通常のGST計算では日本の消費税と同様の仕入税額控除の制度があるため、仮受GSTから仮払GSTを差し引いた金額をGST当局に納税していきます。一方で、簡易課税制度では仕入税額控除は適用されずかつ顧客から仮受GSTを徴収することもありません(CSGT法第10条4項)。その代わりに売上の一定額を自社負担で納税することになるため、簡易課税制度の基でのGST納税額の計算ロジックは、一般的なGSTでの計算ロジックと全く異なると言えます。
適用できる納税者
簡易課税制度を採用できる納税者は下記の通りです。
納税者 | 基準 | 根拠条文 |
①物品の供給者 |
前会計年度の総売上が1,500万ルピーを超えない者 |
CSGT法第10条1項 |
②物品の供給者(ウッタラーカンド州および北東部7州) |
前会計年度の総売上が750万ルピーを超えない者 |
2019年3月7日付のCBICの通達(No. 14/2019) |
③サービスの供給者(①の該当者を除く) |
前会計年度の総売上が500万ルピーを超えない者 |
CGST法第10条2A項 |
なお下記の者は上記の基準を満たしている場合であっても簡易課税制度を採用できないため注意が必要です(CGST法第10条2項、CGST法細則第5条)。
- インド非居住者
- 州をまたいで物品・サービスを提供する者(inter-state supply)
- Eコマースでの物品提供者
- アルコール等のGST法下では非課税の物品提供者
- アイスクリーム、パンマサラ、タバコの製造業者
- その者が事業所を有しない州において物品・サービスの供給を引き受ける者(Casual Taxable Person)

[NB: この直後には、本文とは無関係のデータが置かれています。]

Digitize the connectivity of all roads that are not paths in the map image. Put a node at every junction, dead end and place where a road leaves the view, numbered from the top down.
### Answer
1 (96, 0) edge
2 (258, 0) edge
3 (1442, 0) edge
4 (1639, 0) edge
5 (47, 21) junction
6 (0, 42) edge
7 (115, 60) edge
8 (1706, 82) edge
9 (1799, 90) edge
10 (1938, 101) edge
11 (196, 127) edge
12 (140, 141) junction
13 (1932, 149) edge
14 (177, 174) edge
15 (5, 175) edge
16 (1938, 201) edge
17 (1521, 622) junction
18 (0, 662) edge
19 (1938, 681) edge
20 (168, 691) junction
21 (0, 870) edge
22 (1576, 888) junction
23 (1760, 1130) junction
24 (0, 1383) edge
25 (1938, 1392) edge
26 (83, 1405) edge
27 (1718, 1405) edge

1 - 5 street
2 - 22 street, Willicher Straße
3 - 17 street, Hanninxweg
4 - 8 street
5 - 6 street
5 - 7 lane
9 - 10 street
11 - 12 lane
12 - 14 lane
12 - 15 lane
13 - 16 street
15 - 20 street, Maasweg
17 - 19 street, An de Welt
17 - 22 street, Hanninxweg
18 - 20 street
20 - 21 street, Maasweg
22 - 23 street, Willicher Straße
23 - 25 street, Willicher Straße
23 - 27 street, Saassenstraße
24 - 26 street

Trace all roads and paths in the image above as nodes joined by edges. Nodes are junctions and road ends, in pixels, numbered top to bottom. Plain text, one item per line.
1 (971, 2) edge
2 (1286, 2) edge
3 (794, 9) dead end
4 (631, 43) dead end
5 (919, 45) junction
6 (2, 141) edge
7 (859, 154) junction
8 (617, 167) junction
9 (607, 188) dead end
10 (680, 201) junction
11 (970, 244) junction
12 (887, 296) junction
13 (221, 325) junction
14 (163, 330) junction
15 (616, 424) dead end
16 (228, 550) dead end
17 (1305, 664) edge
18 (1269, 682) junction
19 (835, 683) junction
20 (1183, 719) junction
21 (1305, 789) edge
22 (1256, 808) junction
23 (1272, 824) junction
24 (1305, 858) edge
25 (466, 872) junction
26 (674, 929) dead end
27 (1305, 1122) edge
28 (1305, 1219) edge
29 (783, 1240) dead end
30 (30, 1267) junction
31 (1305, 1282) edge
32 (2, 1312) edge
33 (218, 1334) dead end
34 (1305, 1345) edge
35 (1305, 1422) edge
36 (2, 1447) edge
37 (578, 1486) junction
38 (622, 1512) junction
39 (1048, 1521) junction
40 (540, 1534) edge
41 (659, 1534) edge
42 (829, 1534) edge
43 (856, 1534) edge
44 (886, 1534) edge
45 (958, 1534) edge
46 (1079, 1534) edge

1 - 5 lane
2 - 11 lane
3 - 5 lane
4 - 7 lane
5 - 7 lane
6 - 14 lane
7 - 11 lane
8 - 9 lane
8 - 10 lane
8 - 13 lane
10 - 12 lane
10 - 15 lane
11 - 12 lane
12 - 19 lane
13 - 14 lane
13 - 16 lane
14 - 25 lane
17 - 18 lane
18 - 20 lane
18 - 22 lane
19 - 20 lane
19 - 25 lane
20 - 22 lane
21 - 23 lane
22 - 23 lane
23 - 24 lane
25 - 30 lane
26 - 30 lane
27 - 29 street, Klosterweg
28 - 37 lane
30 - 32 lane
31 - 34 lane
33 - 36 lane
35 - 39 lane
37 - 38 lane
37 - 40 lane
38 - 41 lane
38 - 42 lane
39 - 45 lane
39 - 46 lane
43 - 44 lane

- 1つのPANで複数のGST番号を有しており、そのうち一部のGST番号では簡易課税制度を採用しない者 等
簡易課税制度での税率
簡易課税制度では顧客への請求時にGSTを課税することはなく(CSGT法第10条4項)、その代わりに下記の表の税額を自社負担でGST当局へ四半期ごとに納税することになります(CGST法細則第7条)。
事業の種類 | CGST | SGST | 合計 |
一定の製造業者 | 売上*0.5% | 売上*0.5% | 売上*1.0% |
アルコールを提供しない飲食業 | 売上*2.5% | 売上*2.5% | 売上*5.0% |
その他の物品提供者 | 課税売上*0.5% | 課税売上*0.5% | 課税売上*1.0% |
上記以外のサービス業 | 売上*3.0% | 売上*3.0% | 売上*6.0% |
その他の規定
まず、簡易課税制度を適用した納税者は適格請求書(Tax Invoice)の代わりに、Bill of suplyを発行する必要があります(CGST法第31条3項c号)。また、Bill of suplyには「Composition Taxable Person not eligible to collect tax on supplies」と記載することが求められます(CGST法細則第5条1項f号)。
次に、通常のGST納税者には月次のGST納税及び月次申告が求められる代わりに、簡易課税制度を適用した納税者には、四半期ごとの納税及びGST CMP-08というフォームで四半期申告が求められます。四半期の納税及び申告の期日は各四半期翌月の18日です(CGST法細則第62条1項i号)。なお、GSTR-4というフォームでの年次申告も求められています(同条1項ii号)。